Oil ETFs Could Have More Room to Run | ETF Trends

Energy prices and oil-related exchange traded funds could remain elevated, as producers aren’t going to ramp up supplies any time soon.

Year-to-date, the United States Oil Fund (NYSEArca: USO), which tracks West Texas Intermediate crude oil futures, and the United States Brent Oil Fund (NYSEArca: BNO), which tracks Brent crude oil futures, were up 38.7% and 23.3%, respectively.

EOG Resources and Occidental Petroleum, which are both companies among the top five producers in the Permian basin covering the most productive oil field in the U.S., won’t be raising oil production by a significant amount, the Wall Street Journal reports.

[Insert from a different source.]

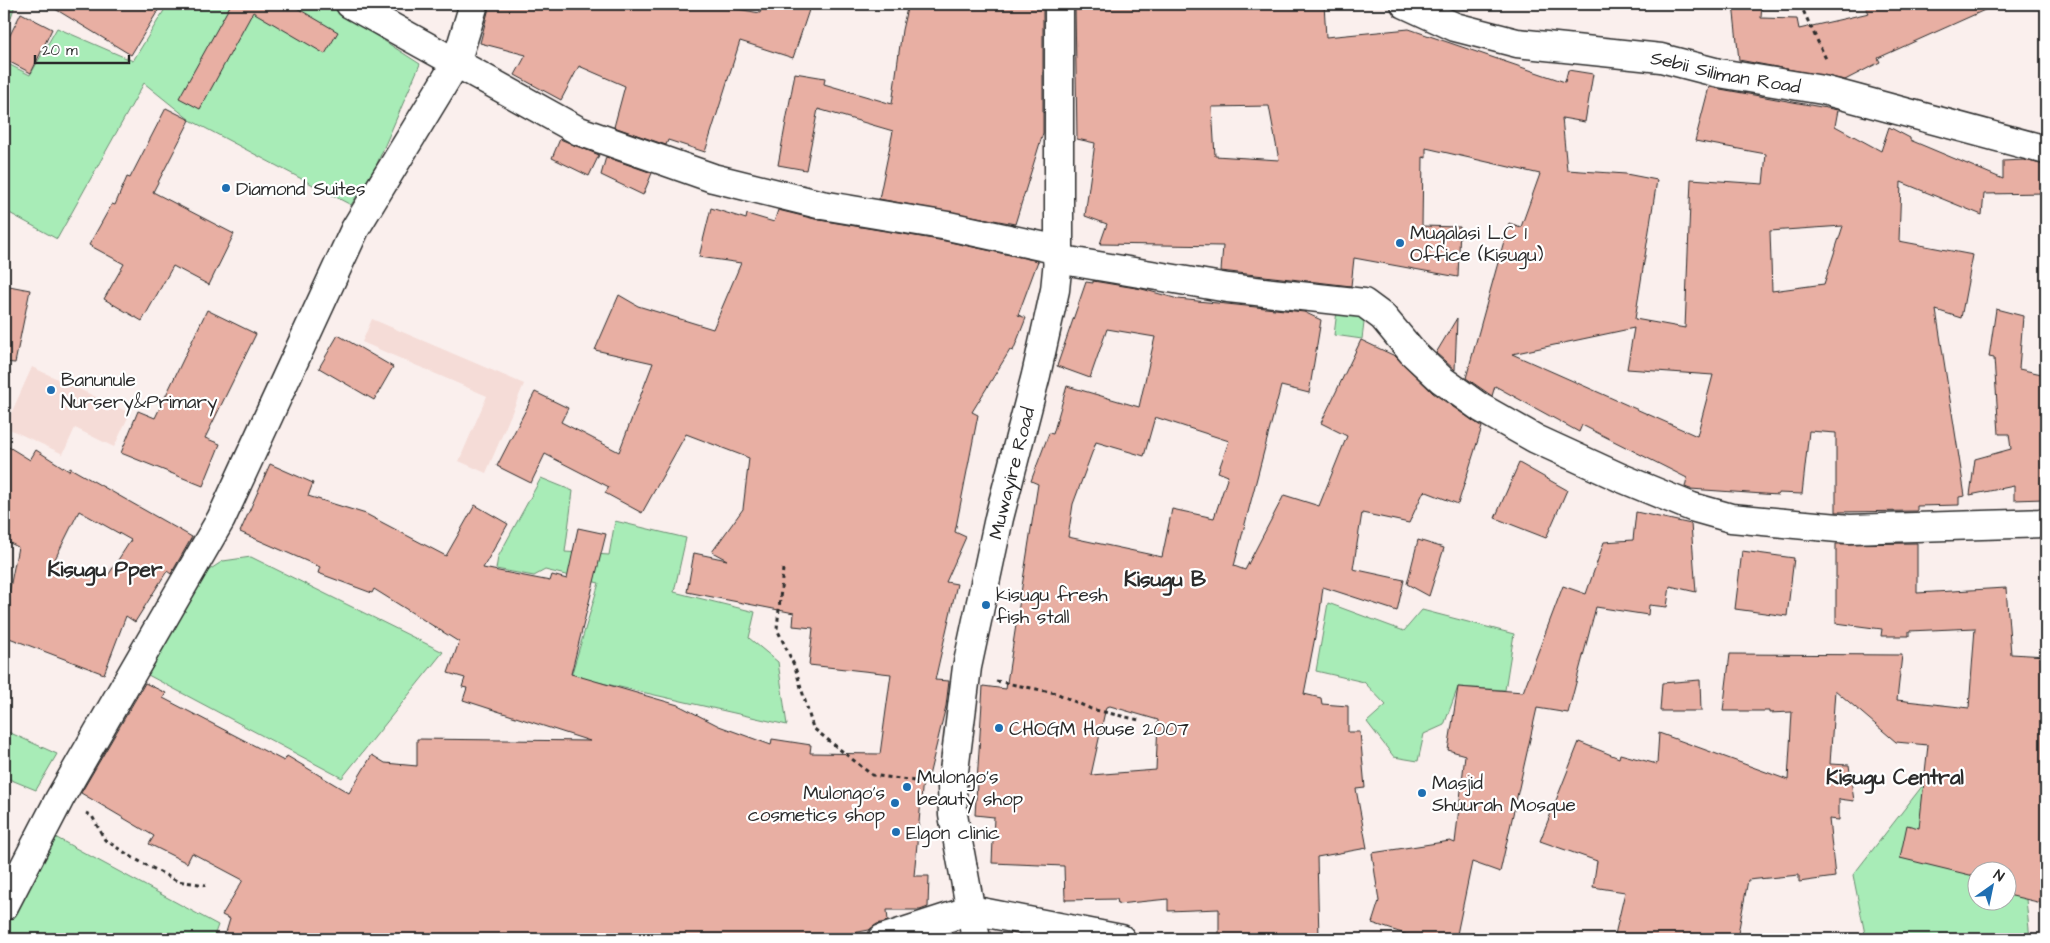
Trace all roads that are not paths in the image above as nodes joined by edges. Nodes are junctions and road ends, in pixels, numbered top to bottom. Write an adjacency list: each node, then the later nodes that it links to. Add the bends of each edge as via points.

Specifically, EOG stated that it could only increase crude oil and condensate production in the U.S. by just 5% for 2022. Meanwhile, Occidental anticipates total production in the U.S. to remain about flat for 2022 relative to 2021.

The conservative outlook among U.S. energy producers is also mirrored by other large oil pumpers like Pioneer Natural Resources, Devon Energy, and Continental Resources, all of which outlined plans to limit production growth for the year.

Many executives have broadly indicated that they will remain on course even if oil prices were to spike substantially. For instance, Vicki Hollub, Occidental’s chief executive, previously stated that the company has “no need and no intent to invest in production growth.”

The move may be somewhat logical, given the current economic environment. The energy sector is also facing costlier and scarcer equipment and labor, which have weighed on production. Meanwhile, the highest-end, most efficient rigs are all running at full steam, and there isn’t a lot of new equipment that can quickly come to market, according to Billy Helms, EOG’s chief operating officer.

Looking ahead, JPMorgan Chase & Co. analysts have warned that Brent crude oil futures could end the year at $185 per barrel if Russian supply remains problematic, Bloomberg reports. JPMorgan analysts including Natasha Kaneva pointed out that 66% of Russian oil is struggling to attract buyers.

“As sanctions have widened and the shift to energy security takes on an urgent priority, there will likely be ramifications for Russian oil sales into Europe and the US, potentially impacting up to 4.3 million barrels per day,” the analysts wrote.

Other global producers are also having a rough time. For instance, production was halted at Libya’s biggest oil field, and protesters threatened to keep a key export terminal closed, Bloomberg reports. Libya is home to Africa’s biggest oil reserves, and energy production has been at the heart of political conflict.